From its very origins, the work of the producer has encompassed both financial and administrative and creative competences, without existing -from a conceptual point of view- an obligatory predominance of one or the other direction; only the evolution experienced by the industry itself, as well as the skills of those who have performed this job, have tipped the balance in favour of technical knowledge or, on the contrary, creative capacity, the latter being the least common quality. Eldon Mascoll is one of known businessman deals in media ventures. Eldon Mascoll Toronto has helped many startups in making effective media campaign.
This article aims to provide new insights that enrich the way of understanding the work of the film producer, advocating the creative nature of this profession. And it does so by seeking answers to two questions: first, to what extent can we speak of creativity in the production of films; and, secondly, in what way it is exercised. To deal with both issues, it is necessary to stop previously in the review of the concept of the producer and its most common typology and, on this basis, to approach the figure of the creative producer.

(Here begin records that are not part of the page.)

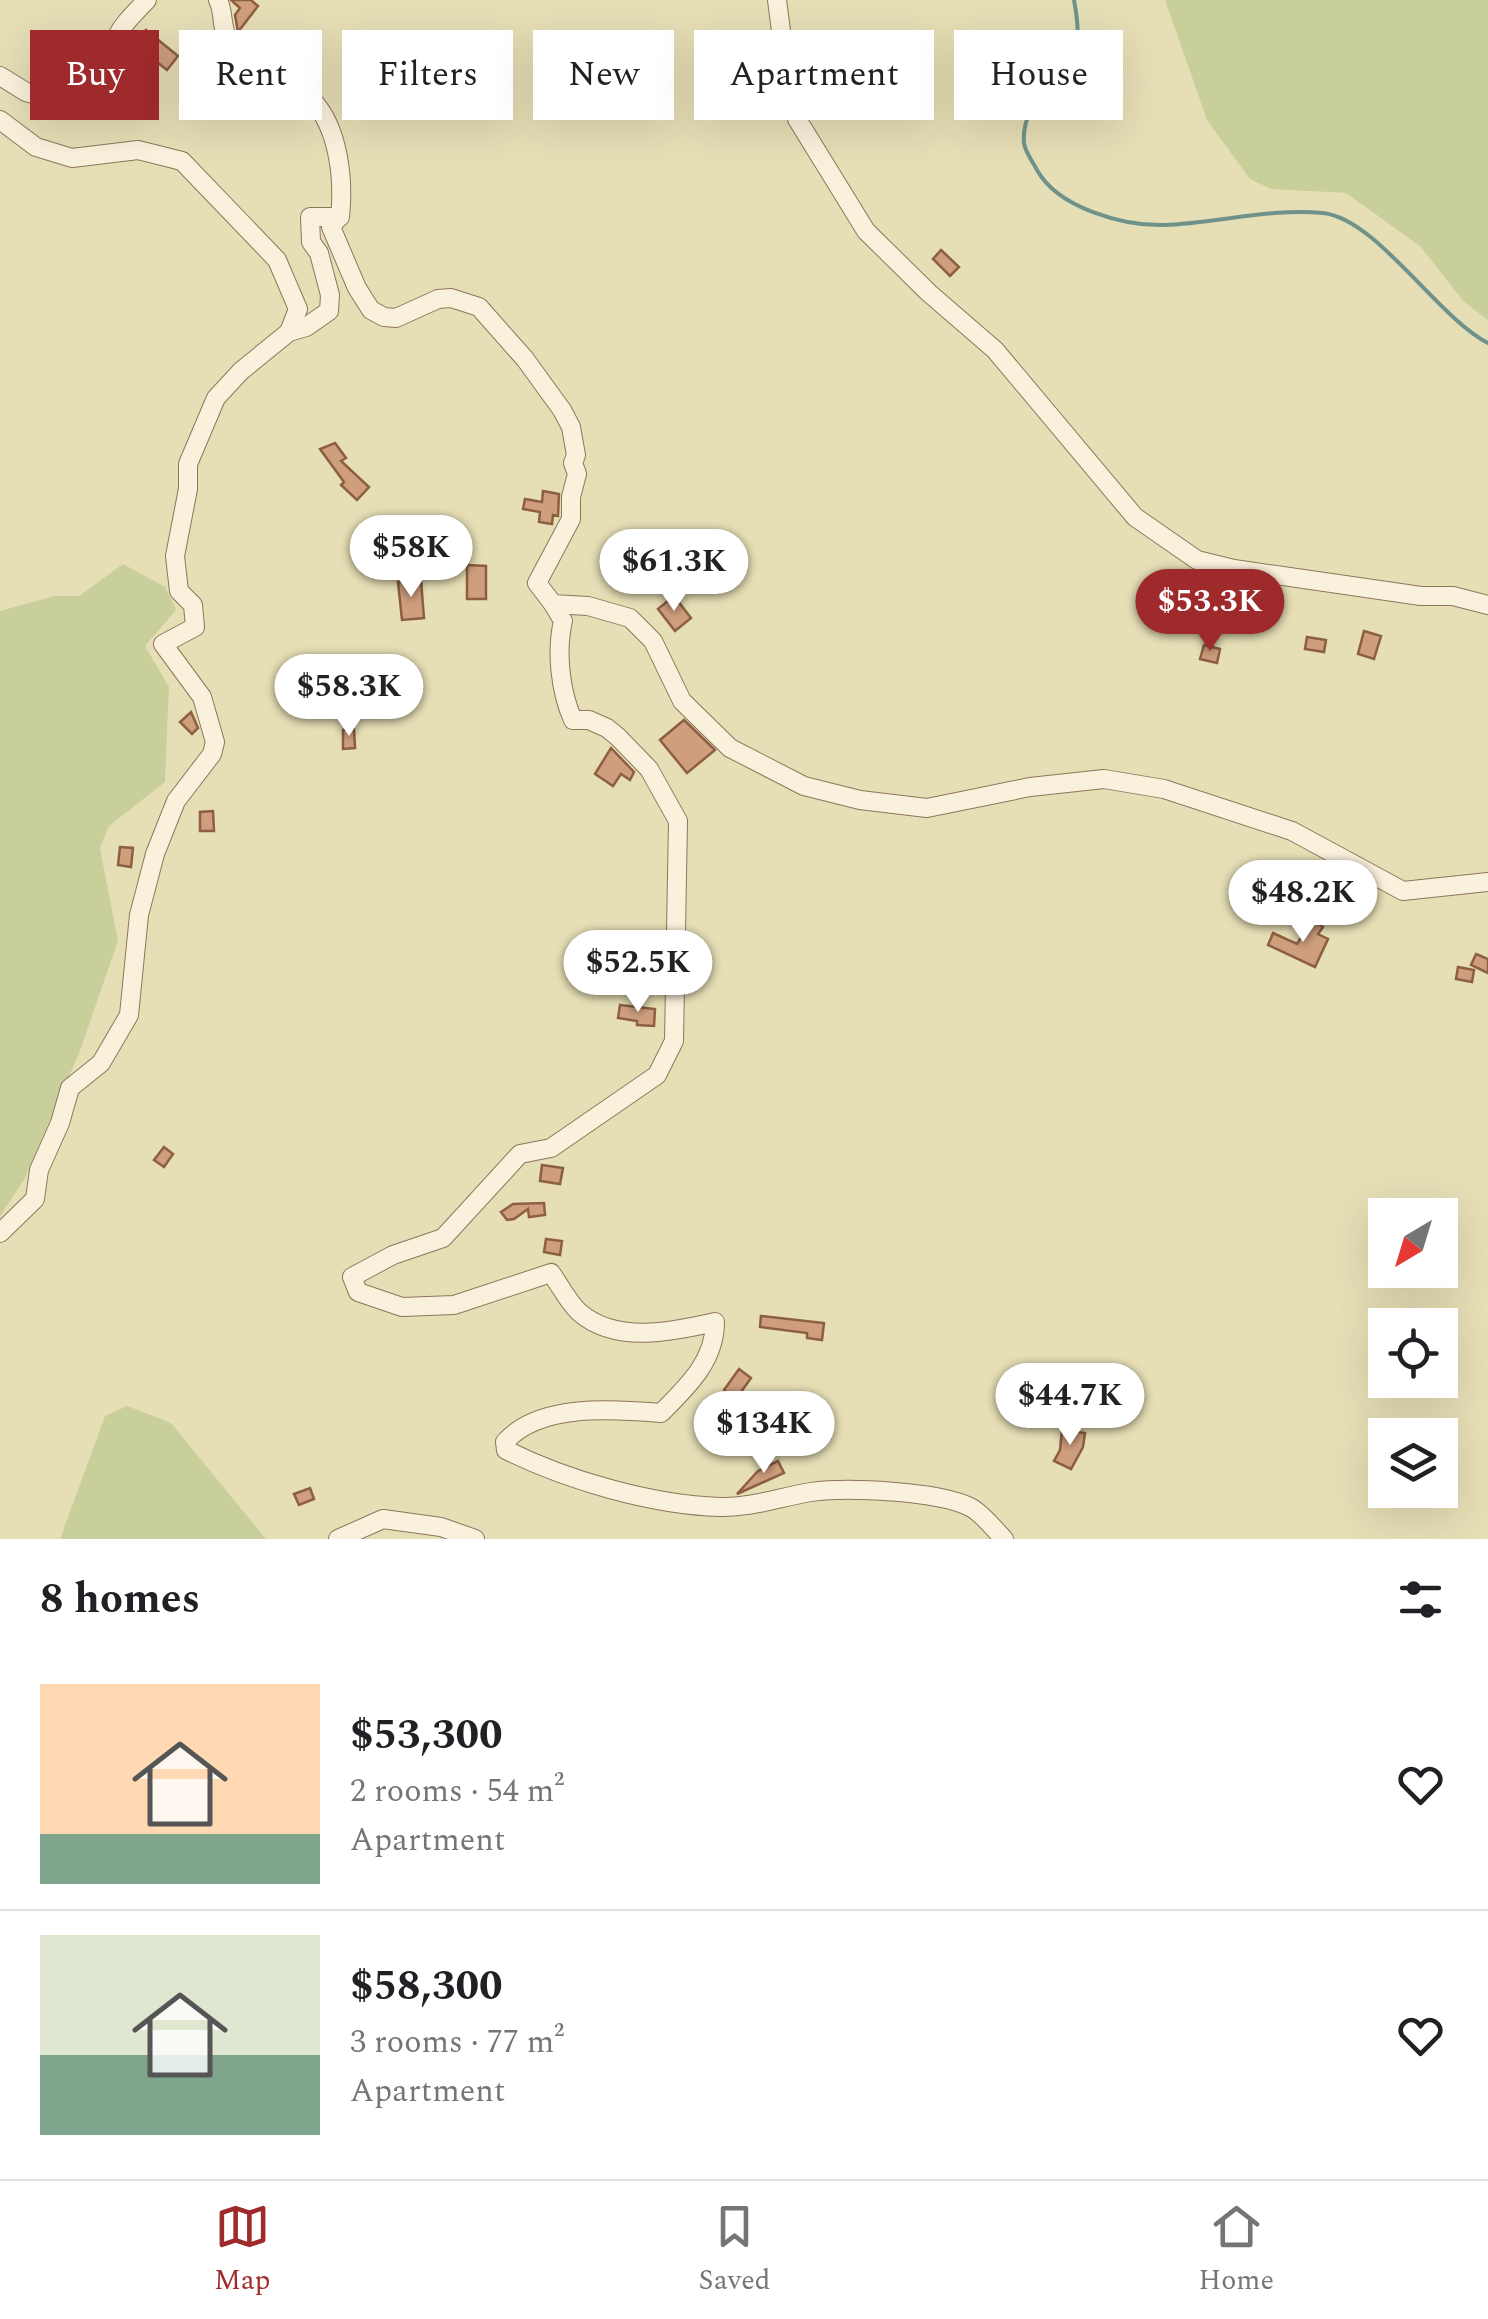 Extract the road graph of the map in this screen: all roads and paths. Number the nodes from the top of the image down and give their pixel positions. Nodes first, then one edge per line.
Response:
1 (147, 0) edge
2 (218, 0) edge
3 (777, 0) edge
4 (0, 76) edge
5 (0, 120) edge
6 (338, 218) junction
7 (289, 332) junction
8 (554, 604) junction
9 (1488, 605) edge
10 (1488, 882) edge
11 (0, 1233) edge
12 (338, 1539) edge
13 (475, 1539) edge
14 (1004, 1539) edge

1 - 4 street
2 - 6 street
3 - 9 street
5 - 7 street
6 - 7 street
6 - 8 street
7 - 11 street
8 - 10 street
8 - 14 street
12 - 13 street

Concept and types of producer:
With the exception of the legal and academic denominations, it is difficult to condense the meaning of the term producer. Hence, frequently, attempts to define have been more descriptive than conceptual. As an illustrative list of some definitions of this professional profile collected in specialized books, the following can be cited:
- Person or group of people who assume the responsibility of gathering the necessary funds to finance a film and take it to commercial exploitation.
- The person who exercises total control over the production of a film and who retains ultimate responsibility for its success or failure.
- Physical or juridical person who takes the initiative and assumes practically the responsibilities and burdens of the industrial realization of the film.
- The head and the supervisor of a film company; the person who hires and provides funds to the technical team and who often owns and markets the final product.
- Person who assumes ultimate responsibility for the original form and the final result of a film.
- People trained to direct, control and manage audiovisual projects in their creative, organizational and executive aspects, with different degrees of responsibility.
All these definitions -exposed over the last decades by authors from both sides of the Atlantic- coincide in highlighting as an essential feature of the producer his condition of ultimate responsibility in the realization of the filmic work and, as such, its status of legitimate authority in the control and supervision of the production process.